• _TASK INSTRUCTIONS_:
Each record below is to be copied exactly; the pictures are to be omitted.

(Dataset entries)
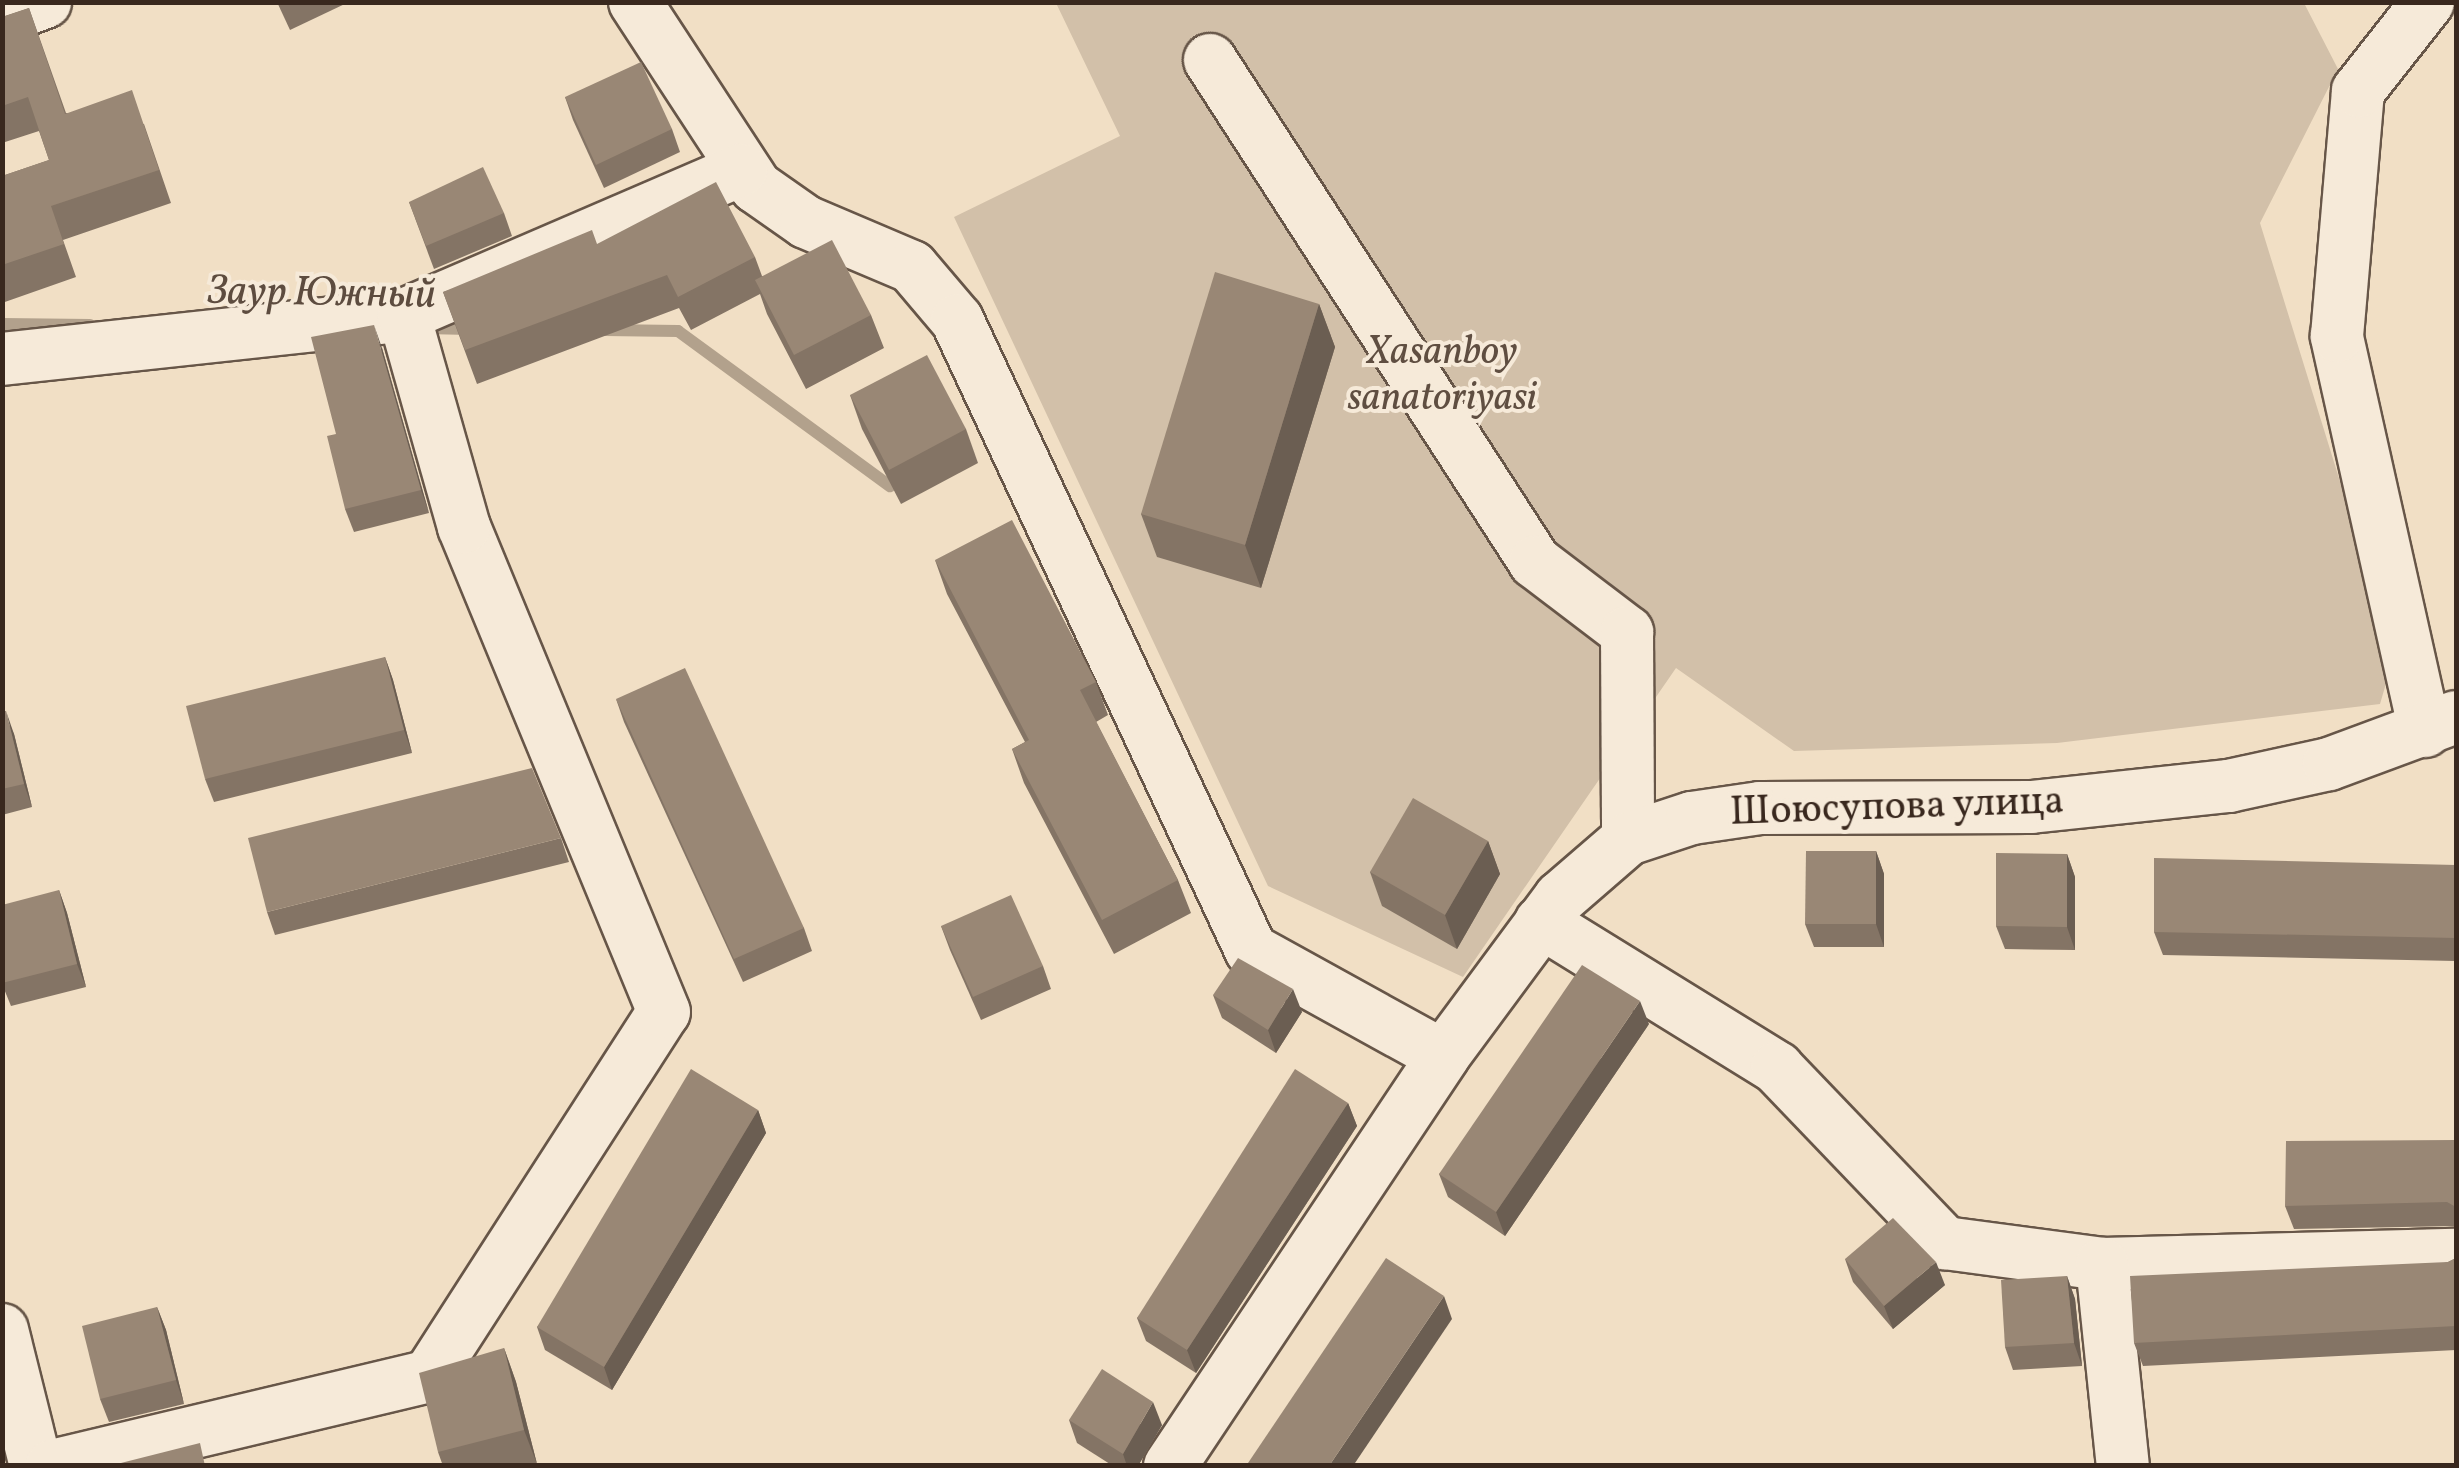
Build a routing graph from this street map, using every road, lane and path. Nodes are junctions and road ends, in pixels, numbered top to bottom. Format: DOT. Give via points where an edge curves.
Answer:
graph roads {
  1 [pos="45,2"];
  2 [pos="635,2"];
  3 [pos="2428,2"];
  4 [pos="2,18"];
  5 [pos="1210,60"];
  6 [pos="741,170"];
  7 [pos="404,315"];
  8 [pos="2,358"];
  9 [pos="2440,724"];
  10 [pos="1628,838"];
  11 [pos="1541,922"];
  12 [pos="1443,1056"];
  13 [pos="2456,1255"];
  14 [pos="2102,1264"];
  15 [pos="2,1330"];
  16 [pos="36,1466"];
  17 [pos="52,1466"];
  18 [pos="1170,1466"];
  19 [pos="2122,1466"];
  1 -- 4 [label="street"];
  2 -- 6 [label="street"];
  3 -- 9 [label="street" via="2358,91 2337,336"];
  5 -- 10 [label="street" via="1536,562 1627,632"];
  6 -- 7 [label="street"];
  6 -- 12 [label="street" via="806,222 912,266 957,320 1251,950"];
  7 -- 8 [label="street"];
  7 -- 17 [label="street" via="464,527 664,1012 429,1376"];
  9 -- 10 [label="street, Шоюсупова улица" via="2328,764 2230,786 2030,807 1760,808 1692,818"];
  10 -- 11 [label="street, Шоюсупова улица" via="1580,876"];
  11 -- 12 [label="street, Шоюсупова улица"];
  11 -- 14 [label="street" via="1778,1068 1945,1243"];
  12 -- 18 [label="street, Шоюсупова улица"];
  13 -- 14 [label="street"];
  14 -- 19 [label="street"];
  15 -- 16 [label="street"];
}
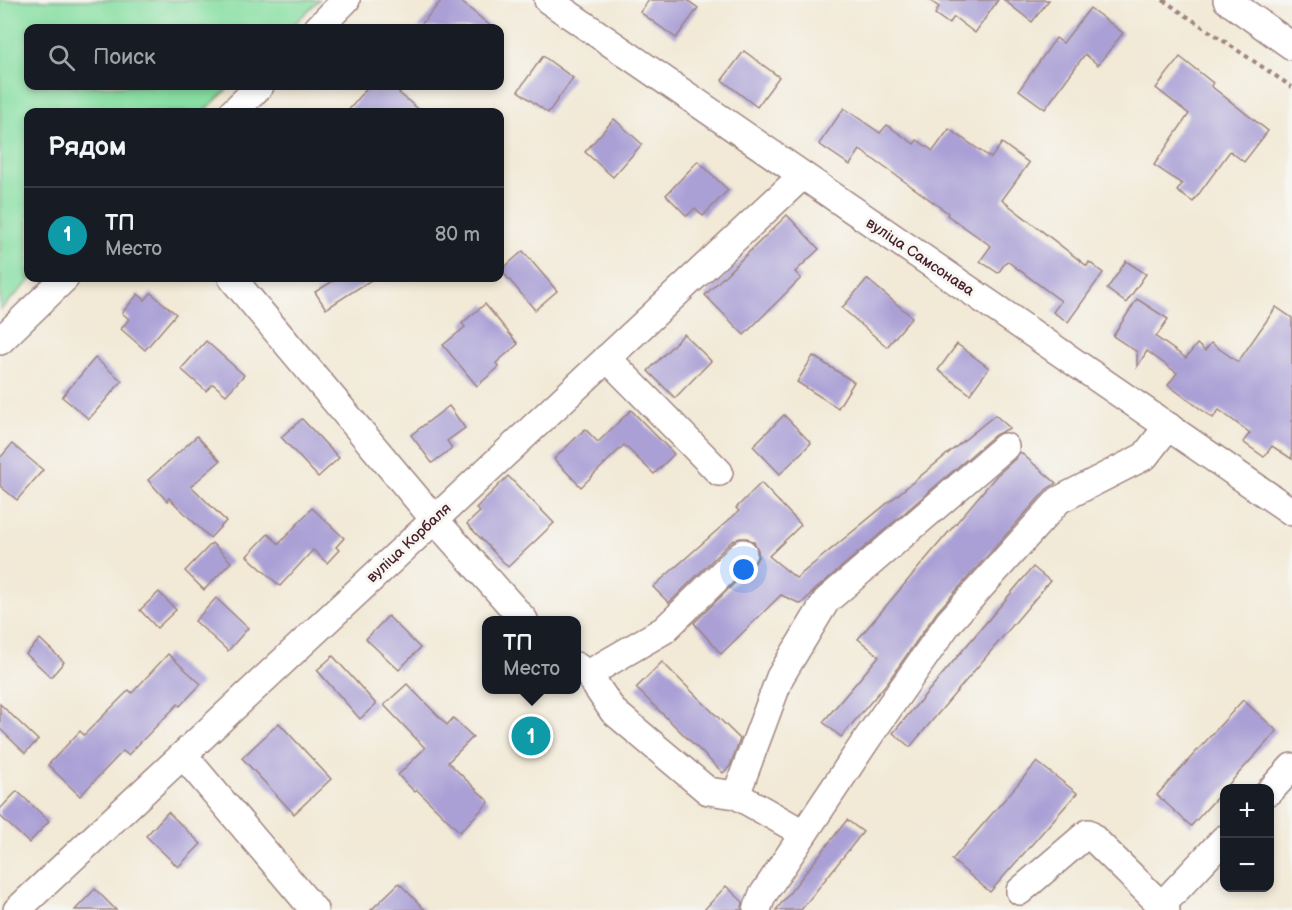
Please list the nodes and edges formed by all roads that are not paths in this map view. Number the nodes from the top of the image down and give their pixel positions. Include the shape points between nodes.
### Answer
1 (346, 0) edge
2 (548, 0) edge
3 (1227, 0) edge
4 (322, 24) edge
5 (1292, 46) edge
6 (256, 90) edge
7 (237, 108) edge
8 (802, 176) junction
9 (61, 282) edge
10 (234, 282) edge
11 (0, 341) edge
12 (607, 358) junction
13 (1168, 426) junction
14 (1005, 447) dead end
15 (719, 472) dead end
16 (1292, 512) edge
17 (434, 519) junction
18 (743, 553) dead end
19 (520, 616) edge
20 (582, 670) edge
21 (184, 756) junction
22 (1292, 767) edge
23 (1274, 786) edge
24 (736, 795) junction
25 (803, 833) junction
26 (1220, 844) edge
27 (1020, 891) dead end
28 (1164, 908) edge
29 (17, 910) edge
30 (314, 910) edge
31 (757, 910) edge

1 - 4 street
2 - 8 street, вуліца Самсонава
3 - 5 street
6 - 7 street
8 - 12 street, вуліца Корбаля
8 - 13 street, вуліца Самсонава
9 - 11 street
10 - 17 street
12 - 15 street
12 - 17 street, вуліца Корбаля
13 - 16 street, вуліца Самсонава
13 - 25 street via 1145,456 1059,500 950,622
14 - 24 street via 826,601 780,677
17 - 19 street
17 - 21 street, вуліца Корбаля
18 - 20 street via 664,630
20 - 24 street via 612,711 708,791
21 - 29 street, вуліца Корбаля
21 - 30 street
22 - 23 street
24 - 25 street
25 - 31 street
26 - 28 street
27 - 28 street via 1088,833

• _EXPECTED OUTPUT_:
Build a routing graph from this street map, using every road, lane and path. Nodes are junctions and road ends, in pixels, numbered top to bottom. Format: DOT. Give via points where an edge curves.
Answer:
graph roads {
  1 [pos="45,2"];
  2 [pos="635,2"];
  3 [pos="2428,2"];
  4 [pos="2,18"];
  5 [pos="1210,60"];
  6 [pos="741,170"];
  7 [pos="404,315"];
  8 [pos="2,358"];
  9 [pos="2440,724"];
  10 [pos="1628,838"];
  11 [pos="1541,922"];
  12 [pos="1443,1056"];
  13 [pos="2456,1255"];
  14 [pos="2102,1264"];
  15 [pos="2,1330"];
  16 [pos="36,1466"];
  17 [pos="52,1466"];
  18 [pos="1170,1466"];
  19 [pos="2122,1466"];
  1 -- 4 [label="street"];
  2 -- 6 [label="street"];
  3 -- 9 [label="street" via="2358,91 2337,336"];
  5 -- 10 [label="street" via="1536,562 1627,632"];
  6 -- 7 [label="street"];
  6 -- 12 [label="street" via="806,222 912,266 957,320 1251,950"];
  7 -- 8 [label="street"];
  7 -- 17 [label="street" via="464,527 664,1012 429,1376"];
  9 -- 10 [label="street, Шоюсупова улица" via="2328,764 2230,786 2030,807 1760,808 1692,818"];
  10 -- 11 [label="street, Шоюсупова улица" via="1580,876"];
  11 -- 12 [label="street, Шоюсупова улица"];
  11 -- 14 [label="street" via="1778,1068 1945,1243"];
  12 -- 18 [label="street, Шоюсупова улица"];
  13 -- 14 [label="street"];
  14 -- 19 [label="street"];
  15 -- 16 [label="street"];
}
Please list the nodes and edges formed by all roads that are not paths in this map view. Number the nodes from the top of the image down and give their pixel positions. Include the shape points between nodes.
### Answer
1 (346, 0) edge
2 (548, 0) edge
3 (1227, 0) edge
4 (322, 24) edge
5 (1292, 46) edge
6 (256, 90) edge
7 (237, 108) edge
8 (802, 176) junction
9 (61, 282) edge
10 (234, 282) edge
11 (0, 341) edge
12 (607, 358) junction
13 (1168, 426) junction
14 (1005, 447) dead end
15 (719, 472) dead end
16 (1292, 512) edge
17 (434, 519) junction
18 (743, 553) dead end
19 (520, 616) edge
20 (582, 670) edge
21 (184, 756) junction
22 (1292, 767) edge
23 (1274, 786) edge
24 (736, 795) junction
25 (803, 833) junction
26 (1220, 844) edge
27 (1020, 891) dead end
28 (1164, 908) edge
29 (17, 910) edge
30 (314, 910) edge
31 (757, 910) edge

1 - 4 street
2 - 8 street, вуліца Самсонава
3 - 5 street
6 - 7 street
8 - 12 street, вуліца Корбаля
8 - 13 street, вуліца Самсонава
9 - 11 street
10 - 17 street
12 - 15 street
12 - 17 street, вуліца Корбаля
13 - 16 street, вуліца Самсонава
13 - 25 street via 1145,456 1059,500 950,622
14 - 24 street via 826,601 780,677
17 - 19 street
17 - 21 street, вуліца Корбаля
18 - 20 street via 664,630
20 - 24 street via 612,711 708,791
21 - 29 street, вуліца Корбаля
21 - 30 street
22 - 23 street
24 - 25 street
25 - 31 street
26 - 28 street
27 - 28 street via 1088,833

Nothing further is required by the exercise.